Sin embargo, mucha gente y especialmente la mayoría de  los gobernantes y empresarios, no quiere cooperar, asumir el efecto invernadero, sigue primando el criterio del lucro por sobre comenzar de tratar de frenar la destrucción de la naturaleza, el medio ambiente.

Y lo paradójico es que lo tenemos a la vista y no se quiere asumir que es por el cambio climático.

Los noticieros señalan: Ha nevado como no sucedía ha décadas en Estados Unidos, incluso con grados bajo cero en Florida, ojo Florida.

Hay nieve que ha paralizado todo tipo de movilización en Europa con nieve como no había sucedido hace varias décadas.

En China la nieve ha dejado decenas de muertos.

En Argentina, en Buenos Aires está lloviendo en pleno verano, como no sucedía hace décadas.

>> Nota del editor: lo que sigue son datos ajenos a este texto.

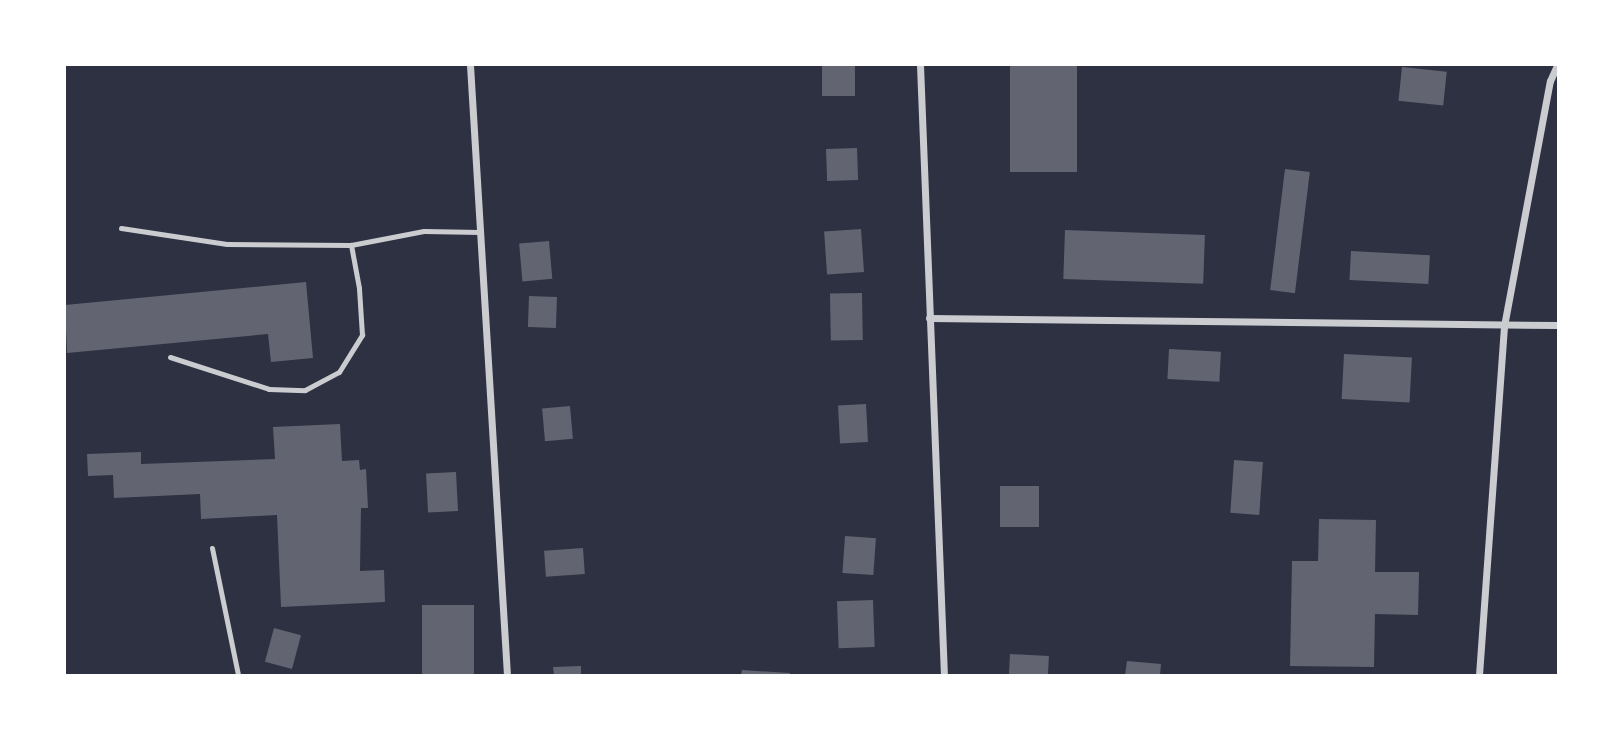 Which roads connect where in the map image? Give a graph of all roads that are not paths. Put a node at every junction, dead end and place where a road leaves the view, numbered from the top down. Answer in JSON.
{"nodes":[{"id":1,"x":470,"y":65,"type":"edge"},
{"id":2,"x":920,"y":65,"type":"edge"},
{"id":3,"x":1557,"y":65,"type":"edge"},
{"id":4,"x":121,"y":228,"type":"dead end"},
{"id":5,"x":480,"y":232,"type":"junction"},
{"id":6,"x":351,"y":245,"type":"junction"},
{"id":7,"x":929,"y":318,"type":"junction"},
{"id":8,"x":1558,"y":325,"type":"edge"},
{"id":9,"x":1504,"y":326,"type":"junction"},
{"id":10,"x":170,"y":357,"type":"dead end"},
{"id":11,"x":212,"y":548,"type":"dead end"},
{"id":12,"x":238,"y":675,"type":"edge"},
{"id":13,"x":507,"y":675,"type":"edge"},
{"id":14,"x":944,"y":675,"type":"edge"},
{"id":15,"x":1479,"y":675,"type":"edge"}],
"edges":[{"from":1,"to":5,"type":"street"},
{"from":2,"to":7,"type":"street"},
{"from":3,"to":9,"type":"street"},
{"from":4,"to":6,"type":"lane"},
{"from":5,"to":6,"type":"lane"},
{"from":5,"to":13,"type":"street"},
{"from":6,"to":10,"type":"lane"},
{"from":7,"to":9,"type":"street"},
{"from":7,"to":14,"type":"street"},
{"from":8,"to":9,"type":"street"},
{"from":9,"to":15,"type":"street"},
{"from":11,"to":12,"type":"lane"}]}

En México ha hecho un frío histórico en el centro del país y ha nevado en el norte, zona desértica.

En Venezuela hay una sequía histórica. En varias naciones de África  también.

¿Y creen que estos ejemplos y otros más son casualidad?

Creo que habría que pecar de cierta ingenuidad.  Algunos científicos han deslizado una teoría de que el frío del hemisferio norte se debe a una onda generada desde el Polo Norte, la mayoría no cree.  Al contrario sólo están más convencidos de que el “efecto invernadero” se acelera.

Para recuperar lo que ya se ha dañado de nuestro Medio Ambiente, debemos empezar por una política que frene la destrucción, para eso es clave la voluntad de todos, que entendamos que el lucro, la explotación de recursos naturales  de manera irracional, o el uso de combustibles contaminantes porque por ahora son más baratos.

Cuando alguna vez logremos frenar la pérdida de nuestra naturaleza, entonces podremos comenzar la fase de recuperación de lo hasta destruido.  Eso no es un problema técnico ni de lucro, es de voluntad, no sólo voluntad ciudadana y que cada persona individualmente no tire basura, no consuma agua dulce en exceso, no gaste electricidad, está bien pero no será suficiente si los gobiernos, los estados y  las transnacionales no anteponen el bien común al bien colectivo.

Este tema será el gran desafío del presente y futuro, aquí cabe el dicho: “el futuro es ahora”.  Espero que las autoridades y empresarios no se tomen este tema al estilo de película de Hollywood, que en el último minuto vendrá el “héroe” que salve a nuestro planeta.

O que cuando ya no sea tan lucrativo explotar algunos recursos naturales o sea mejor inversión la energía solar entonces cambie la dirección de la generación de energía, pero éste no es un problema de mercado sino un imperativo ético.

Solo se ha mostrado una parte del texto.